Lagacé’s intervention differs from those of his colleagues in its openly demanding tone: while other journalists tried in their own way to get a scoop out of the minister’s words, to embarrass him, Lagacé clearly asks for his resignation.
This is stepping out of the comfort zone of a certain type of journalism (especially those with a centrist editorial line) which carefully aims to present the news in an apparently (sometimes barely so) objective manner. To the contrary we are now faced with involved journalism – the journalist, given his privileged access to power, morphs into a representative, a speaker for the ordinary citizen – or at the very least his audience.
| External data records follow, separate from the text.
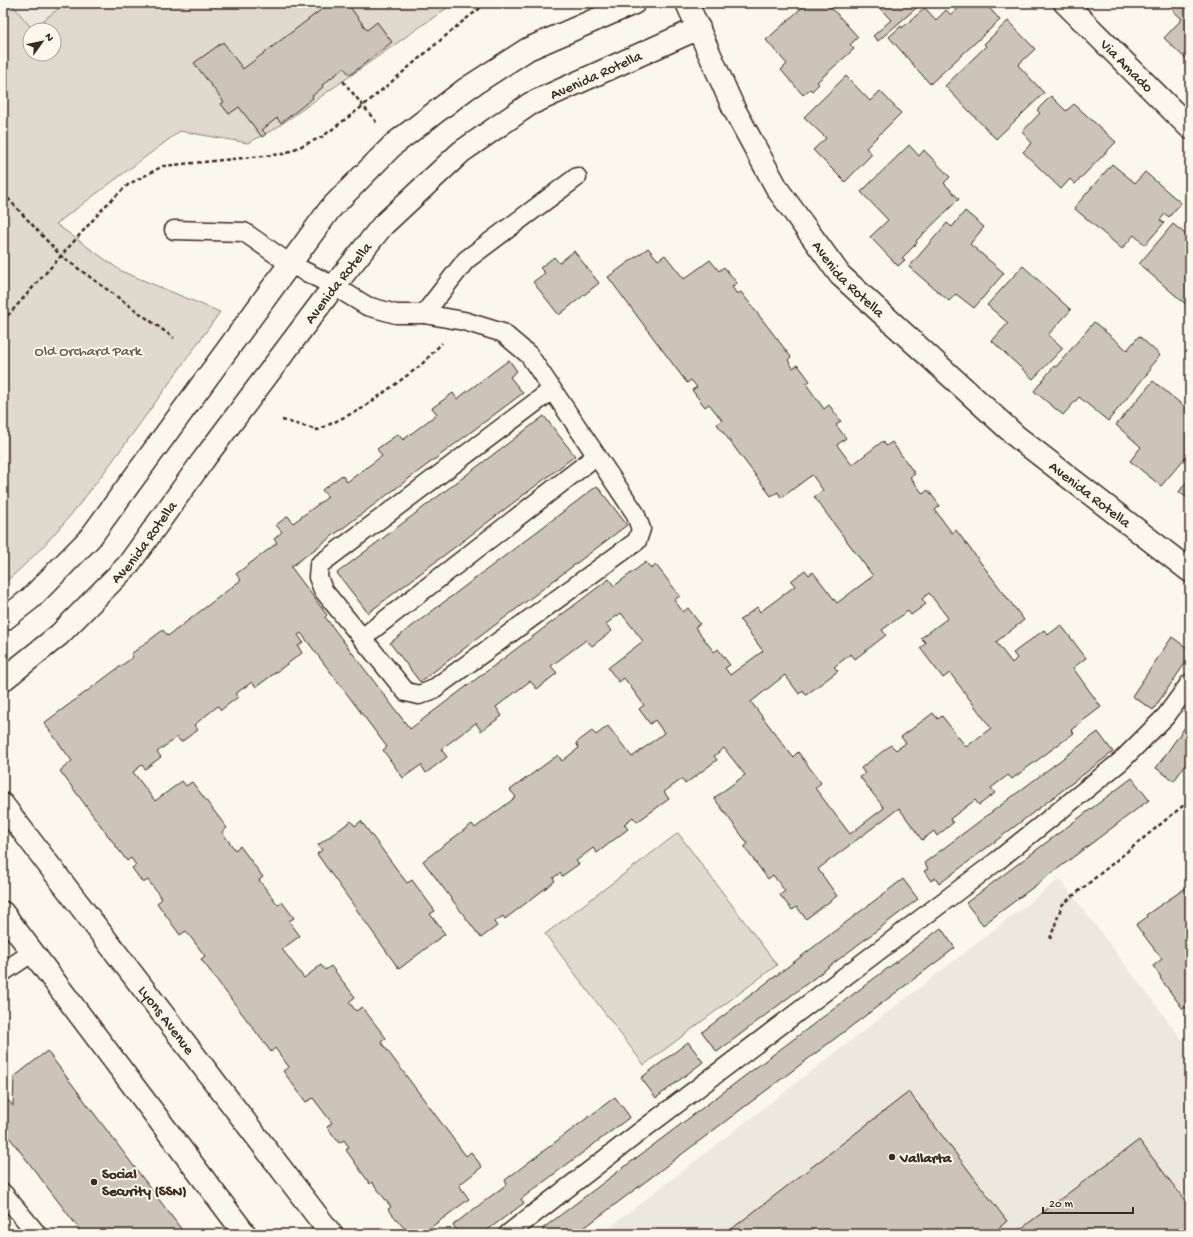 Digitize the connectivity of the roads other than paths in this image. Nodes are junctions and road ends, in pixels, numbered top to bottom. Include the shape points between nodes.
1 (634, 3) edge
2 (688, 3) edge
3 (1065, 3) edge
4 (699, 28) junction
5 (1190, 128) edge
6 (577, 177) dead end
7 (174, 230) dead end
8 (290, 264) junction
9 (334, 286) junction
10 (424, 314) junction
11 (552, 390) junction
12 (596, 456) junction
13 (1190, 571) edge
14 (3, 620) edge
15 (362, 638) junction
16 (3, 680) edge
17 (1190, 683) edge
18 (3, 805) edge
19 (3, 913) edge
20 (33, 952) junction
21 (3, 972) edge
22 (3, 1193) edge
23 (37, 1234) edge
24 (245, 1234) edge
25 (331, 1234) edge
26 (508, 1234) edge

1 - 8 street via 528,49 466,89 394,144 330,209
2 - 4 street
3 - 5 street, Via Amado
4 - 9 street, Avenida Rotella via 530,104 461,152 383,225
4 - 13 street, Avenida Rotella via 734,109 778,190 840,275 1017,437
6 - 10 lane via 466,260
7 - 8 lane via 244,232
8 - 9 lane
8 - 14 street via 90,538 30,599
9 - 10 lane via 367,306 396,314
9 - 16 street, Avenida Rotella via 128,565 59,635
10 - 11 lane via 464,320 503,333 529,355
11 - 12 lane
11 - 15 lane via 319,565 318,577 323,590
12 - 15 lane
12 - 15 lane via 635,513 641,529 637,541 432,690 419,695 406,692
17 - 26 lane via 1166,716 1120,762 991,866
18 - 25 street, Lyons Avenue
19 - 20 street
20 - 21 lane
20 - 24 street
22 - 23 lane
In Quebec this new approach was greeted with a collective clamour of approbation. For a day Patrick Lagacé reached on Twitter the status of this other World Wide Web icon, Chuck Norris. In Canada the keywords associated with Lagacé reached, according to Influence Communication, the 4th and 5th places of the most used keywords. But in other places, this kind of association between the press and the public at large can foster low-grade populism.
This is what we see for example with Fox News in the USA, where this very populism was cleverly played by the American right to paint a layer of credibility to some otherwise blatantly absurd arguments. For centrists and leftists, to reply with the same tactics may seem worthwhile. We can worry however about the long term consequences for the profession as a whole.
This does not question however the necessity of Lagacé’s intervention given the properly unacceptable behaviour of minister Hamad given the events in the Ville-Marie tunnel. On occasion such rough play is justified and even required. Yet as in all things, moderation is a virtue – all press conferences should not become wrestling matches from now on.